| ASSIGNMENT |
The answer must consist of every line from the entries below that contains the word "Walronds".

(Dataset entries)

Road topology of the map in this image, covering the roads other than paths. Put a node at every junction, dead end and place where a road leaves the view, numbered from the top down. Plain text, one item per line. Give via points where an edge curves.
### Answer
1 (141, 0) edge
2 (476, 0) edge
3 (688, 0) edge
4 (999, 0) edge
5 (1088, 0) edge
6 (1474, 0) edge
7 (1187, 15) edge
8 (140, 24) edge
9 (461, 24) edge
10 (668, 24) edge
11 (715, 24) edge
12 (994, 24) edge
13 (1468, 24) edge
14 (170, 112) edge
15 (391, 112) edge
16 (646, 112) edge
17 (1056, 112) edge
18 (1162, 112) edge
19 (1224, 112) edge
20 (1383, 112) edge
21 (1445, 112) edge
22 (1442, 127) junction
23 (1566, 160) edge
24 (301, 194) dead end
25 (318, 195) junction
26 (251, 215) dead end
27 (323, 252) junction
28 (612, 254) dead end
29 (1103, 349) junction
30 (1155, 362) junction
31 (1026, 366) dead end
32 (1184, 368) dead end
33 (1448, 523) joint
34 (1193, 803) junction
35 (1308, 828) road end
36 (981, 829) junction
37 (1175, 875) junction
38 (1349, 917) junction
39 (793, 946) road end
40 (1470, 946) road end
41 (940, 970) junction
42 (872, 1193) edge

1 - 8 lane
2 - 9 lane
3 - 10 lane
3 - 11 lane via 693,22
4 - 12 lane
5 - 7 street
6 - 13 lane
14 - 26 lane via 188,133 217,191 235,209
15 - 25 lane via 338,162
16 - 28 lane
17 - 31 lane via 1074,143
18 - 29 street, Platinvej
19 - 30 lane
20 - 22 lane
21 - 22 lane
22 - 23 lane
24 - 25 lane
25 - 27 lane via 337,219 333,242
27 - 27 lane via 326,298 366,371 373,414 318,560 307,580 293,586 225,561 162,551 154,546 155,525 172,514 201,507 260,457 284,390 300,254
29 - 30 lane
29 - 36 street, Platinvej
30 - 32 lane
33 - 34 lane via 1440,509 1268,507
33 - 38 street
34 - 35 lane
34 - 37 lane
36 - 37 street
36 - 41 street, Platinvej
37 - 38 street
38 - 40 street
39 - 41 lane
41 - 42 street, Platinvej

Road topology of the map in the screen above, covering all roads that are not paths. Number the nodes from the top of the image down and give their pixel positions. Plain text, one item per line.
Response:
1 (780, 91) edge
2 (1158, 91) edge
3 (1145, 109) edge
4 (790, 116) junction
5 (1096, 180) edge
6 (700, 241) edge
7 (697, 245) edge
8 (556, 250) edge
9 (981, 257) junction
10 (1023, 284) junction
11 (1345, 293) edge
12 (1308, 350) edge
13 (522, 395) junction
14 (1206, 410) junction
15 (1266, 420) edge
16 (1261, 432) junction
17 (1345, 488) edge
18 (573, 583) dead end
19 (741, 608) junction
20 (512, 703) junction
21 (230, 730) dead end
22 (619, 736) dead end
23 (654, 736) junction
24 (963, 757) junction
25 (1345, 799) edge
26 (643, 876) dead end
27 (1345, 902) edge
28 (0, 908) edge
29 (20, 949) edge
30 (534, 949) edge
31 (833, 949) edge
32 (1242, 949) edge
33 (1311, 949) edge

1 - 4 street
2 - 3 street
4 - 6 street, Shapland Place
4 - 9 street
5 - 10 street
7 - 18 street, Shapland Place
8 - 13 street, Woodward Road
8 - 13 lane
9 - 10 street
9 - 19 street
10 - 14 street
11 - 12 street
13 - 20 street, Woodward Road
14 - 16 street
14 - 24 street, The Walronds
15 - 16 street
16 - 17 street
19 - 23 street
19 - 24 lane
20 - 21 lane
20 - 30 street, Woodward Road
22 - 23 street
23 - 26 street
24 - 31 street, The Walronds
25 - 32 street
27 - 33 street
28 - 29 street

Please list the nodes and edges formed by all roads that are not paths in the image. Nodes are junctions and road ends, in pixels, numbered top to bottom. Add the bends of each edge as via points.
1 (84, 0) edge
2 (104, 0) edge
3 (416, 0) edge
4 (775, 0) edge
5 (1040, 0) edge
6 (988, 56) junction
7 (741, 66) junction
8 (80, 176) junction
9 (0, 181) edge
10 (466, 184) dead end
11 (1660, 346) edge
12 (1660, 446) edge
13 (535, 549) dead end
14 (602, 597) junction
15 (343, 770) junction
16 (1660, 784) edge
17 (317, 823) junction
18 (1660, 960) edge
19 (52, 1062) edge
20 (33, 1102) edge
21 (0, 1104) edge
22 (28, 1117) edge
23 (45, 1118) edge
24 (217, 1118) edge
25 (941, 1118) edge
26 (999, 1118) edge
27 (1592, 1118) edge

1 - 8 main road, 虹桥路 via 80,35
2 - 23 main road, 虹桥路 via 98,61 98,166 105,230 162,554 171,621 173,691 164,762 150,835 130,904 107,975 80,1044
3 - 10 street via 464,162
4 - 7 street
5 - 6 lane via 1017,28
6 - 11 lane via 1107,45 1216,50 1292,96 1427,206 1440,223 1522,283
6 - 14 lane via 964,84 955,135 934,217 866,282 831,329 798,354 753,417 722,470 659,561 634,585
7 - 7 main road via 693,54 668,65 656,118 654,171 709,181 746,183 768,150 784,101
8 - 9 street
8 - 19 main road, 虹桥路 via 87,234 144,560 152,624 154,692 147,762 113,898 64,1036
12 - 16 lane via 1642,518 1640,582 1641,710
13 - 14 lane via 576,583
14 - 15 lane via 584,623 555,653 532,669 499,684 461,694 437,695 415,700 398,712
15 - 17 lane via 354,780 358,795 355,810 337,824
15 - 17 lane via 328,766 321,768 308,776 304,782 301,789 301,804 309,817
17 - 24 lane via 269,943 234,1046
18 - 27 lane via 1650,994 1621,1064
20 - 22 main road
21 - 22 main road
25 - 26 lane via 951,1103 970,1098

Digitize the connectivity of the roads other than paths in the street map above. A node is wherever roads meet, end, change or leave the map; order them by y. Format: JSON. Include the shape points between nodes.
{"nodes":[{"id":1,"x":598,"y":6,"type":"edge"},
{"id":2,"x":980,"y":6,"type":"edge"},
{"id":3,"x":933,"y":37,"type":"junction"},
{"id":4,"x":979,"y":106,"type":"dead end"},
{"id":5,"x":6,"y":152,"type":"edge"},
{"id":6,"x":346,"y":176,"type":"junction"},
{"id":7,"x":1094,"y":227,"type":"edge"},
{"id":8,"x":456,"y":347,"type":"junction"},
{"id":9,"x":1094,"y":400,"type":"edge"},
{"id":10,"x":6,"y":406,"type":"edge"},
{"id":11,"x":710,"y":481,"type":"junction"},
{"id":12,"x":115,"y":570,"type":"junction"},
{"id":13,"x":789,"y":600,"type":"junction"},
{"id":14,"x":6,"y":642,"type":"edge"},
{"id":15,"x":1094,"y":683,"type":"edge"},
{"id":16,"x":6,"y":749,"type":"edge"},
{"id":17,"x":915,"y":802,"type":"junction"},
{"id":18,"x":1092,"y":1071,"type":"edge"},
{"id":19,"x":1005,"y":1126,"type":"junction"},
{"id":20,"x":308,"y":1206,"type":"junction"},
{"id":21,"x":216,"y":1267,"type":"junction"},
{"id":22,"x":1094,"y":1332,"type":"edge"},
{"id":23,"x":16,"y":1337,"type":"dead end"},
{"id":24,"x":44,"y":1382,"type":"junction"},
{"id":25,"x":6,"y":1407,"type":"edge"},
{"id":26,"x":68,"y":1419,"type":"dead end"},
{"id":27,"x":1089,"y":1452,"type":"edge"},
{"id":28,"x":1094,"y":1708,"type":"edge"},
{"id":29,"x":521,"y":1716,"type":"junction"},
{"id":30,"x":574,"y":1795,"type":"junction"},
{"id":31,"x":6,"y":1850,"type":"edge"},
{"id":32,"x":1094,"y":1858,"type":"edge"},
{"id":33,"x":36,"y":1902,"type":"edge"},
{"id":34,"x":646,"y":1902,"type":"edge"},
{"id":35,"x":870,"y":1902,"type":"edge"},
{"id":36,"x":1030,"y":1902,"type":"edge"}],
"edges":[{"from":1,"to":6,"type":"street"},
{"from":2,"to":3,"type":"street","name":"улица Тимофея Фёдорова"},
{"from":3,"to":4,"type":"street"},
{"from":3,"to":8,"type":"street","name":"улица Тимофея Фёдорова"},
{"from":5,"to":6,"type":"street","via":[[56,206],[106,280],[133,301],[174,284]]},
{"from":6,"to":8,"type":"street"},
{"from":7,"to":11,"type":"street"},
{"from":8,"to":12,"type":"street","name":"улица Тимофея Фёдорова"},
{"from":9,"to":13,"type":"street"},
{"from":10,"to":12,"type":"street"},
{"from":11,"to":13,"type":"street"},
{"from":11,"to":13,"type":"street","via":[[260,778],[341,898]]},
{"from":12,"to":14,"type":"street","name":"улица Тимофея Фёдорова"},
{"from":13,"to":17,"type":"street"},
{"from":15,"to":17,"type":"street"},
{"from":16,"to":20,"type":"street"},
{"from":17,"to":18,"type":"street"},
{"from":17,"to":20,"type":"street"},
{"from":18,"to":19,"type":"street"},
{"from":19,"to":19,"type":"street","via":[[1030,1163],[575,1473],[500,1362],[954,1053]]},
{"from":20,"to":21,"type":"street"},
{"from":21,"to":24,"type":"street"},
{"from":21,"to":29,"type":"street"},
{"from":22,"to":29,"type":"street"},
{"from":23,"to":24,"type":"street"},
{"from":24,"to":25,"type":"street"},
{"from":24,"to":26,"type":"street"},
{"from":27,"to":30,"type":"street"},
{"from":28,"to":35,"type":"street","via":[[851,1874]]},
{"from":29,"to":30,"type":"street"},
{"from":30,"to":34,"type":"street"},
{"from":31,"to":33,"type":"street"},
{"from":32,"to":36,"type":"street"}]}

| RESULT FOR THIS TASK |
14 - 24 street, The Walronds
24 - 31 street, The Walronds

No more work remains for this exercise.